Yesterday Tim made a start on the assembly of a 318 Poly for a client's car. As you can see, Tim is a little obsessive about order and cleanliness. Now I'm not complaining, as these are exactly the traits you want in an engine builder. I will share some photos of the build next week.

Cheers Leon

 Tim records all clearances as he goes.

Tim records all clearances as he goes.

 Clearances are measured in thousandths of an inch, and fractions thereof!

Clearances are measured in thousandths of an inch, and fractions thereof!

 The block has been honed to the size of the new forged pistons.

The block has been honed to the size of the new forged pistons.

'66 Mustang Convertible update...

Leon Betts

Our Mustang convertible is sitting back on its own wheels. The accident and rust repairs are well behind us and the engine bay and underside have been painted. Earlier this week the freshly rebuilt engine, diff, brakes and suspension were installed. Roland is now hanging all the panels so the car to go back to the paint shop for body work.

Cheers Leon

This morning the car was lowered onto its wheels for a first time in a while.

The 347 Craig built now sits in the engine bay and looks pretty slick in its black livery.

Time installed the rebuilt diff, suspension and brakes.

Roland is now hanging all the panels so the car to go back to the paint shop for body work.

Busy, busy, busy...

Leon Betts

I'm looking forward to an uninterrupted week. Public holidays,as welcome as they may be, play havoc with our restoration schedules. So it's 'head down, bum up' for the Ol' School Garage team this week...just like every other week! Here are just some of the jobs we are working on this week.

Cheers Leon

Roland and Tim continue on the EH assembly.

Jamie is planning to finish the first round of the body work on the XY.

Tim is fitting the engine, trans and the rest of the driveline on the '66 Mustang Convertible ready for body work to commence.

Ben is working on the Mk II Jag body work.

Roland draw the short straw and got the job of burning/scraping the old tar-based body deadener out of the HQ ready for sand blasting.

Craig mounted this A-body Hemi bonnet scoop on our customer's Plymouth. It's now in the paint shop to get some matching pearl white paint.

Mark has been under the pump prepping and painting parts in satin black as they are required in the assembly process.

Shop truck project...

Leon Betts

The '59 Chev Panel Truck I purchased before Christmas arrived today. As you will see, the engine bay is empty...a blank canvas! Our current thinking is to transplant a late model Commodore LS drivetrain with a Mustang II front end. I've asked Craig to build me something reasonably sensible build...a reliable, practical daily driver with some nice acoustics. Let's see what Craig and the team come up with...but based on previous requests, I think Craig and I have a different view on what constitutes 'sensible'.

Cheers Leon

We're back...

Leon Betts

Craig and Tim are back on the assembly of the EH.

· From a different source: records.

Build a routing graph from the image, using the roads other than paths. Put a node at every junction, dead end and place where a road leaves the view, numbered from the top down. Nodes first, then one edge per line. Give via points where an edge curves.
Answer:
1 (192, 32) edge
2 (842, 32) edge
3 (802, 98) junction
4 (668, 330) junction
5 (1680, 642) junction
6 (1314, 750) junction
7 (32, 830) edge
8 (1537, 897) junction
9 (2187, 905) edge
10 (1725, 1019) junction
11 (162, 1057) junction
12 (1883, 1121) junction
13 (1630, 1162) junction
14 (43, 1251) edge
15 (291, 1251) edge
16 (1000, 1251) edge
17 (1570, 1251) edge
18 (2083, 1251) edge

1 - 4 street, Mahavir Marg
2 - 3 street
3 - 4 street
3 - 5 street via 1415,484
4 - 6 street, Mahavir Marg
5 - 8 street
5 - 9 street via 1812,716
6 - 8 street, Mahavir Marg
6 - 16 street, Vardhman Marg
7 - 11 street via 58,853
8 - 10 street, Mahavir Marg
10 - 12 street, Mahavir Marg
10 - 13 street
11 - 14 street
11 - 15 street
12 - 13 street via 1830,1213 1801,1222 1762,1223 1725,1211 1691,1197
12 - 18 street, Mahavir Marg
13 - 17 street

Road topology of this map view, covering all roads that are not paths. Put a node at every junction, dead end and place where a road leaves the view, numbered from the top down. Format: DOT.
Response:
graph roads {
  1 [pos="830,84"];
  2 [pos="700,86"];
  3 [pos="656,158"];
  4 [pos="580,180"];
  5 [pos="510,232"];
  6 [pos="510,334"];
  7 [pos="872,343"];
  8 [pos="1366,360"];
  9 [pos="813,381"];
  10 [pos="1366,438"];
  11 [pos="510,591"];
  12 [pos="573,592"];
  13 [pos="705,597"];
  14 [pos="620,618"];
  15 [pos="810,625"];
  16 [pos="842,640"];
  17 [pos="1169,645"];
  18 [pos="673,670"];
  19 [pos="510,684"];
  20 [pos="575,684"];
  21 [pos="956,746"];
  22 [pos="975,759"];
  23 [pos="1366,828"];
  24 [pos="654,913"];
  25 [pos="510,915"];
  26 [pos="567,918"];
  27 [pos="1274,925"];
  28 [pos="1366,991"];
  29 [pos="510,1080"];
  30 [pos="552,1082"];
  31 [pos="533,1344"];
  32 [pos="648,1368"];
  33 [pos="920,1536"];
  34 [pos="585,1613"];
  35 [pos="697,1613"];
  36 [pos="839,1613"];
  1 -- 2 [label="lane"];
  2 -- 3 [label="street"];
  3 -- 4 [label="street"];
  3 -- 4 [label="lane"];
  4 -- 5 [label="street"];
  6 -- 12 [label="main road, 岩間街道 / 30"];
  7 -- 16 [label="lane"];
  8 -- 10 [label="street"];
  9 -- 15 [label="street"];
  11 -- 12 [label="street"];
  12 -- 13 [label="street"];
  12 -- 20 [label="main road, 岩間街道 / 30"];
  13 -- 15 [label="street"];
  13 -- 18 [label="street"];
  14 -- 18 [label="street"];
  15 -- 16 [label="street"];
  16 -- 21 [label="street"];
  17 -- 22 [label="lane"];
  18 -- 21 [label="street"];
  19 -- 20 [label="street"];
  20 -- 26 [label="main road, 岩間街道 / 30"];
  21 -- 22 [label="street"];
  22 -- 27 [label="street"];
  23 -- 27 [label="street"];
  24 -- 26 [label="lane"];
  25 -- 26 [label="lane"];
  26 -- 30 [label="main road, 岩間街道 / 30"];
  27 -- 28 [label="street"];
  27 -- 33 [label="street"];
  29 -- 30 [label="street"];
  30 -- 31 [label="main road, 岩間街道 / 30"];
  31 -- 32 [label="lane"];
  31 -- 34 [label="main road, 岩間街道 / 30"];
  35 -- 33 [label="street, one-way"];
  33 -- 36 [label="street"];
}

Jamie was sanding panels before Christmas...and nothing's changed!

Ben is still tweaking panels and doing body work.

And of course, Roland is still making sparks.

Well Christmas and New Year has been and gone and the Ol' School Garage team were back at work today. After doing my usual afternoon walk around the fab shop and paint shop, I must say 2017 looks a lot like 2016! But why change a winning formula?